You constantly rely on BGA assemblies. Chances are you may realize that. We deal with the technical side of BGA repair and assembly every day. So sometimes its nice to talk about how the technologies are used and why they matter. No matter how familiar you are with the oh-so-important ball grid array, read on to learn more. Or contact us today if you’re looking for a quote for BGA repair or BGA assembly.

The  golden specks are actually the "ball" part of a ball grid array.
The golden specks are actually the “ball” part of a ball grid array.

There are thousands, if not hundreds of thousands of technological advancements and innovations that make the things we take for granted every day possible. From the microchip to flexible circuits, there are tiny things inside the things inside your pocket, your briefcase, and your backpack that you don’t even realize are there, and they have all undeniably changed your life. Ball grid arrays are one of those things.

A ball grid array, or BGA is a direct descendent of the pin grid array (PGA) and used to conduct electrical signals from the integrated circuit to the printed circuit board of an electronic component. Virtually all electronics contain printed circuit boards. While a PGA is comprised of pins, the BGA is made up of ball of solder – stuck to what is known to the “package”.

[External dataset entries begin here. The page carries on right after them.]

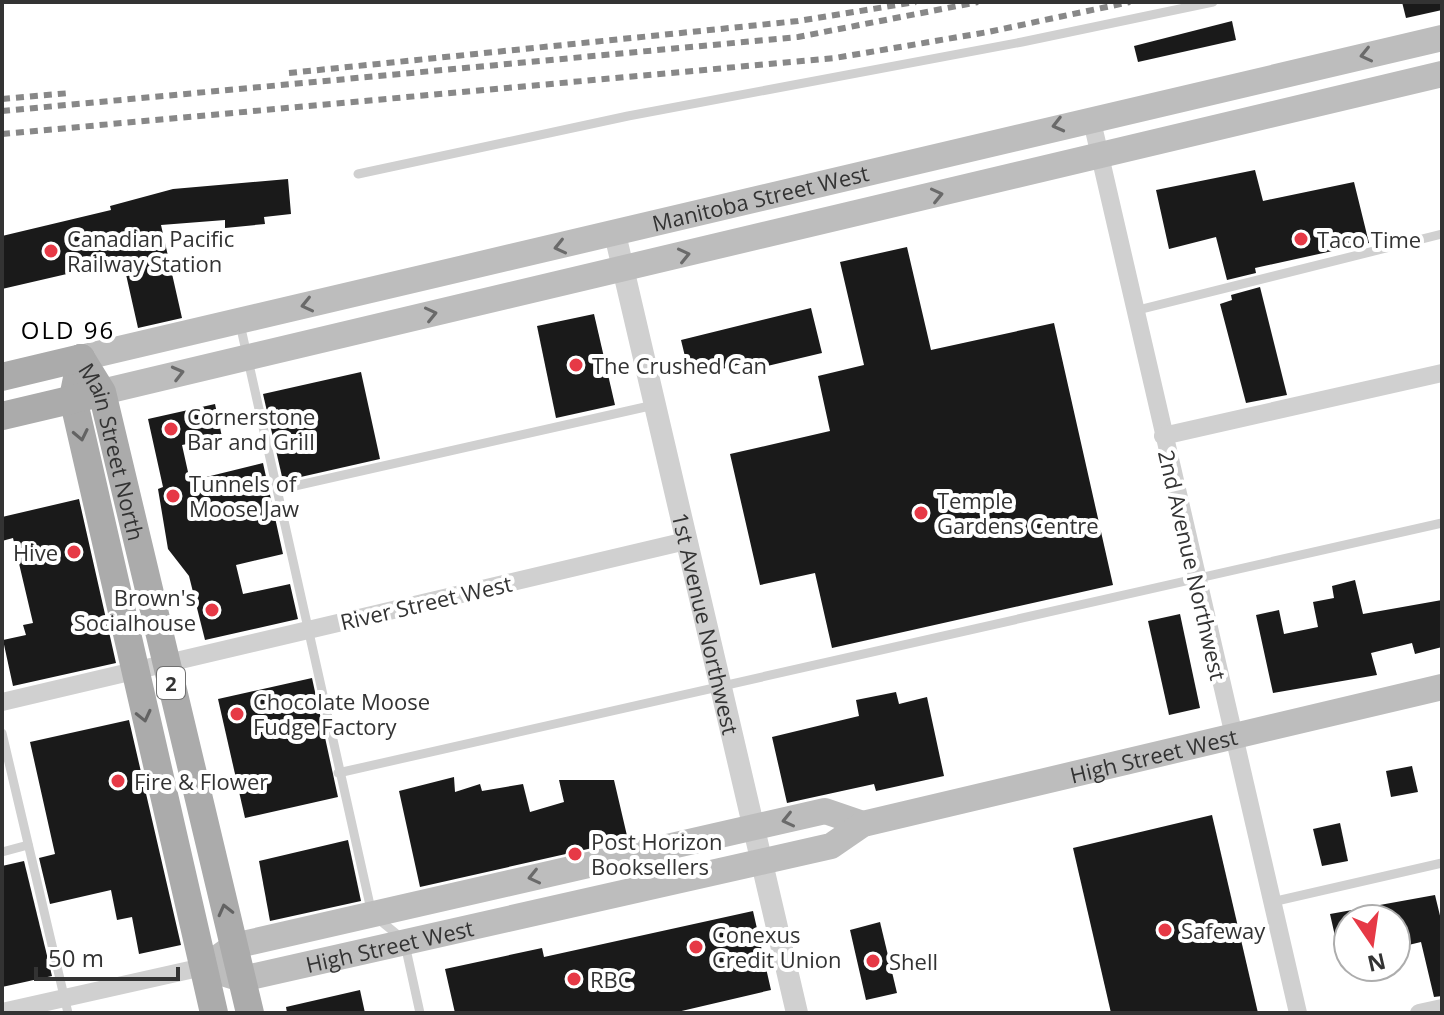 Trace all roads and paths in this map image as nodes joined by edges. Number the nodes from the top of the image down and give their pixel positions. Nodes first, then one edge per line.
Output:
1 (1213, 2) edge
2 (1442, 38) edge
3 (1442, 74) edge
4 (1091, 117) junction
5 (1099, 156) junction
6 (358, 174) dead end
7 (615, 234) junction
8 (1442, 234) edge
9 (623, 270) junction
10 (1134, 311) junction
11 (239, 321) junction
12 (247, 355) junction
13 (81, 358) junction
14 (1442, 373) edge
15 (2, 377) edge
16 (102, 392) junction
17 (73, 398) junction
18 (654, 405) junction
19 (2, 416) edge
20 (1163, 436) junction
21 (277, 490) junction
22 (1442, 523) edge
23 (686, 541) junction
24 (1197, 579) junction
25 (307, 630) junction
26 (166, 663) junction
27 (133, 671) junction
28 (719, 687) junction
29 (1442, 687) edge
30 (2, 702) edge
31 (2, 733) edge
32 (1233, 737) junction
33 (338, 773) junction
34 (863, 824) junction
35 (752, 828) junction
36 (28, 845) junction
37 (2, 852) edge
38 (760, 862) junction
39 (1442, 863) edge
40 (1272, 902) junction
41 (372, 914) junction
42 (404, 940) junction
43 (234, 946) junction
44 (203, 967) junction
45 (242, 979) junction
46 (66, 1005) edge
47 (1442, 1008) edge
48 (2, 1012) edge
49 (793, 1012) edge
50 (214, 1013) edge
51 (250, 1013) edge
52 (420, 1013) edge
53 (1298, 1013) edge
54 (1419, 1013) edge

1 - 6 lane
2 -> 4 main road, Manitoba Street West
3 - 5 main road, Manitoba Street West
4 - 5 street, 2nd Avenue Northwest
4 -> 7 main road, Manitoba Street West
9 -> 5 main road, Manitoba Street West
5 - 10 street, 2nd Avenue Northwest
7 - 9 street, 1st Avenue Northwest
7 -> 11 main road, Manitoba Street West
8 - 10 lane
12 -> 9 main road, Manitoba Street West
9 - 18 street, 1st Avenue Northwest
10 - 20 street, 2nd Avenue Northwest
11 - 12 lane
11 - 13 main road, Manitoba Street West
16 -> 12 main road, Manitoba Street West
12 - 21 lane
13 - 15 main road
13 - 16 main road, Main Street North / 2
13 - 17 main road, Main Street North / 2
14 - 20 street
16 - 17 main road
16 - 26 main road, Main Street North / 2
17 - 19 main road
17 -> 27 main road, Main Street North / 2
18 - 21 lane
18 - 23 street, 1st Avenue Northwest
20 - 24 street, 2nd Avenue Northwest
21 - 25 lane
22 - 24 lane
23 - 25 street, River Street West
23 - 28 street, 1st Avenue Northwest
24 - 28 lane
24 - 32 street, 2nd Avenue Northwest
25 - 26 street, River Street West
25 - 33 lane
26 - 27 street, River Street West
43 -> 26 main road, Main Street North / 2
27 - 30 street, River Street West
27 -> 44 main road, Main Street North / 2
28 - 33 lane
28 - 35 street, 1st Avenue Northwest
29 - 32 main road, High Street West
31 - 36 lane
32 - 34 main road, High Street West
32 - 40 street, 2nd Avenue Northwest
33 - 41 lane
34 -> 35 main road, High Street West
34 - 38 main road, High Street West
35 - 38 street, 1st Avenue Northwest
35 -> 41 main road, High Street West
36 - 37 lane
36 - 46 lane
38 - 42 main road, High Street West
38 - 49 street, 1st Avenue Northwest
39 - 40 lane
40 - 53 street, 2nd Avenue Northwest
41 - 42 lane
41 - 43 main road, High Street West
42 - 45 main road, High Street West
42 - 52 lane
43 - 44 main road, High Street West
43 - 45 main road, Main Street North / 2
44 - 45 main road
44 - 46 street
44 - 50 main road, Main Street North / 2
45 - 51 main road, Main Street North / 2
46 - 48 street
47 - 54 street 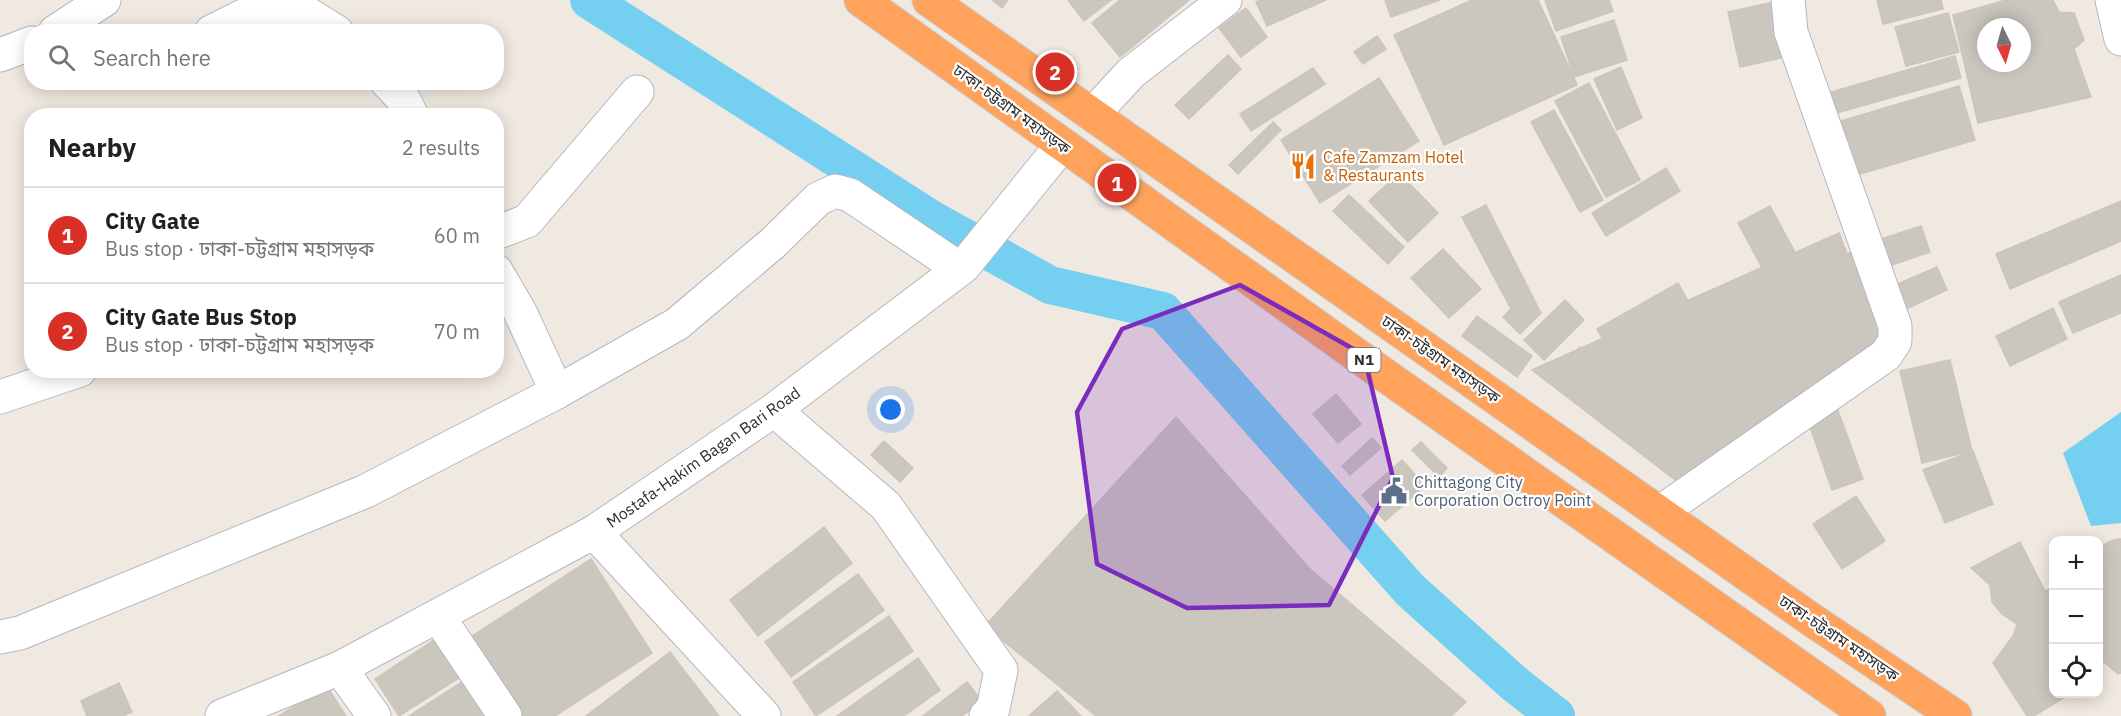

While pin grid arrays were effective, they did present a few disadvantages. For example, if you were to empty the contents of your pockets, chances are you would be left with your keys, some change, maybe some lint, and your cell phone. Years ago, cellular phones were the large artifacts you’ll now only see in a re-run of Miami Vice. Today, they’re small, compact, and ultra-portable. Ball grid arrays help make this possible by being the ideal solution for producing a miniature package more efficiently and effectively. With a PGA, as more and more pins were being soldered to a package, the unacceptable risk of bridging them was growing. BGA’s factory soldered to the package solved this problem, allowing for high density and reduced heat conduction.

However, there are disadvantages. One key disadvantage of BGA’s is the fact that solder balls on a ball grid array can not flex.  This can lead to fracturing, but can also be alleviated by more effective design and compatibility between the substrate of the circuit board and the BGA. Many times, BGA’s require inspection and repair. This is done with special X-ray machines, microscopes, and industrial CT scanning machines.

After inspection, if a BGA is badly soldered or in need of repairs it can be removed at a rework station with an infrared lamp, a thermocouple, and a vacuum for lifting the package. This allows technicians to replace, refurbish, reball, and reinstall the BGA to return it to working order. Many times, because X-ray and CT Scan testing is cost prohibitive, the go-to solution for inspection and repair begins with electrical testing and boundary scanning – a method for testing the interconnects on a printed circuit board or integrated circuit.

Regardless, ball grid arrays are responsible for many of the compact electronics you use today. Chances are, if you were to violently throw your laptop into oncoming traffic, one of the pieces you would recover would be a ball grid array. While it’s not a recommended course of action, it simply goes to show how widespread BGA assembly and repair is.